Led by chemistry professors Geoffrey Hutchison along with co-leads Lillian Chong in chemistry, David Koes in computational and systems biology, and Inanc Senocak in mechanical engineering and materials science, a multi-disciplinary team of Pitt researchers have landed a $1.2 million National Science Foundation award to purchase major new computational resources for Pitt's Center for Research Computing, and greatly boost the university's capabilities in speed, power, and scope. Matching internal funds from the university will create a total of over $1.5 million for new computational hardware.
The new resources will immediately benefit many groups in the chemistry department, and over 30 NSF-funded research groups across Pitt, representing over $18 million in research grants in fields including chemistry, computational biology, chemical engineering, materials science, psychology, astrophysics, weather forecasting, computer science, energy, and sustainability, among others.
The grant is not simply funding new computers. One cluster is based on new state-of-the-art Nvidia graphics processing units (GPU) that are two times faster than previous generation GPUs and 14-50 times faster than standard central processing units (CPU). GPU technology is driving a revolution in applying machine learning, data science, and artificial intelligence in every area of science and engineering. Each new node will provide 4 or 8 GPUs and at least 27,648 compute cores, vastly expanding the resources at Pitt for GPU computing.
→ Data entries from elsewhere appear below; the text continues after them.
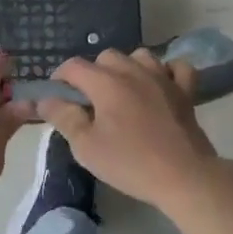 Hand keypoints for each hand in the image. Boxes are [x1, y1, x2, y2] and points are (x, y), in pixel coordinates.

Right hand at [38, 49, 218, 208]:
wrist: (184, 177)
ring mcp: (163, 78)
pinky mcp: (186, 91)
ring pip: (140, 56)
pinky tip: (160, 86)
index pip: (73, 66)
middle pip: (106, 57)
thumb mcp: (86, 147)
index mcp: (105, 82)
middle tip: (92, 101)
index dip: (60, 78)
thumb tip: (46, 100)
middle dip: (93, 73)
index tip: (58, 97)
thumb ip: (64, 118)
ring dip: (128, 68)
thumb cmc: (130, 163)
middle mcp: (133, 71)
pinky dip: (166, 72)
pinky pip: (176, 67)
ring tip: (124, 92) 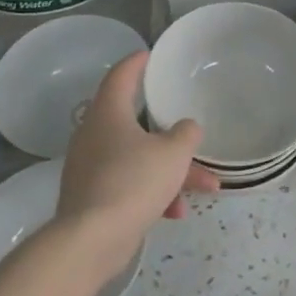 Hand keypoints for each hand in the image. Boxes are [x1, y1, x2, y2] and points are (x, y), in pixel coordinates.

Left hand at [55, 52, 217, 273]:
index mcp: (108, 113)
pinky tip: (176, 212)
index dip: (136, 63)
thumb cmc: (133, 181)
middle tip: (188, 128)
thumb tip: (186, 128)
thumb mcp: (173, 153)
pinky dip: (153, 193)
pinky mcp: (91, 197)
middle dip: (170, 134)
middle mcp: (93, 135)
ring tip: (205, 187)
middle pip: (135, 123)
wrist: (92, 240)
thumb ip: (186, 134)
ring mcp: (89, 167)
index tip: (150, 55)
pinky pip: (128, 185)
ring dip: (170, 170)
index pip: (120, 75)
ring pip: (137, 158) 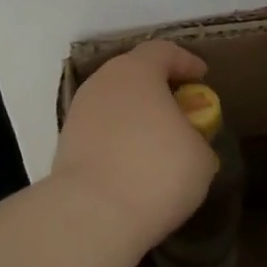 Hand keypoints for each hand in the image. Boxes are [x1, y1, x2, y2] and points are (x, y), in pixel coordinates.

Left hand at [50, 40, 217, 255]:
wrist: (91, 215)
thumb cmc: (156, 171)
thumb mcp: (200, 155)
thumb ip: (194, 135)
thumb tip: (184, 140)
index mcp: (137, 72)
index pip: (162, 51)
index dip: (185, 61)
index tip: (202, 76)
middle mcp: (103, 83)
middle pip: (133, 73)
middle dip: (157, 87)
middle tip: (179, 108)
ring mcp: (79, 113)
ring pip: (113, 102)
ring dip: (135, 114)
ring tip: (156, 139)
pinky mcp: (65, 144)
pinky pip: (100, 130)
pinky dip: (118, 138)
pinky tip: (133, 161)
“Not only are they advanced resources, but we’re going to have a lot of them,” says Hutchison. “Colleagues are surprised when I tell them how many GPUs we are getting.”
Another system will include state-of-the-art compute nodes for large memory CPU calculations. In many cases, researchers need to use many computers together, connected by a high-speed network, simply to hold large data sets in memory. The new cluster will include over 2,300 CPU cores and a total of 18 terabytes of system memory, enabling an immense range of scientific computing.
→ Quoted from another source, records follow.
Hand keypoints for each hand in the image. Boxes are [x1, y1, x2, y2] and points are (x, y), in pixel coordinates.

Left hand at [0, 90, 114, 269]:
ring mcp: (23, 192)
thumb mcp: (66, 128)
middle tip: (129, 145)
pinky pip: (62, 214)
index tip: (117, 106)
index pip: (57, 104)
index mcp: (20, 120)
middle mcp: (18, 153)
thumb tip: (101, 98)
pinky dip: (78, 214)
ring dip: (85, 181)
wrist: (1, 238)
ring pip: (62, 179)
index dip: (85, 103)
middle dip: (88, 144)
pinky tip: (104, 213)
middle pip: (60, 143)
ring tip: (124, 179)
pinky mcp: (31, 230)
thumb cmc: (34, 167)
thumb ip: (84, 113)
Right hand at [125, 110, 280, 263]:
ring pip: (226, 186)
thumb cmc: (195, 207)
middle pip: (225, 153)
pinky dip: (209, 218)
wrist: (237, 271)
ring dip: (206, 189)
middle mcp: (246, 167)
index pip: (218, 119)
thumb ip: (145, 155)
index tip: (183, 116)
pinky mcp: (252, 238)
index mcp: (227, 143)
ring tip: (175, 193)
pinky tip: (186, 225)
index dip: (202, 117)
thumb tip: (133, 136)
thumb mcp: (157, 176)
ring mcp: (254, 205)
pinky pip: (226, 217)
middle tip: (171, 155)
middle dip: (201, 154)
Beyond simple acceleration, the resources will enable transformative research with advanced molecular dynamics, new machine learning surrogates for quantum chemical calculations of molecular and materials energies and properties, rare-event sampling in protein folding and binding, fMRI neuroscience, vastly more accurate weather grids, and next generation digital astronomy.
The new expanded hardware will advance both undergraduate and graduate courses and educational experience across chemistry and a similarly broad range of departments and courses. These expanded resources will enable Pitt to expand a synergy between research and education at all levels, reaching beyond the university to faculty, staff, and students at Howard University, other historically black colleges and universities (HBCUs), and many undergraduate faculty and students both regionally and nationwide. The new resources will also expand scientific computing to students in the Pittsburgh Public School district, including nearby Pittsburgh Science and Technology Academy and Pittsburgh Public Allderdice, both urban schools with diverse student populations.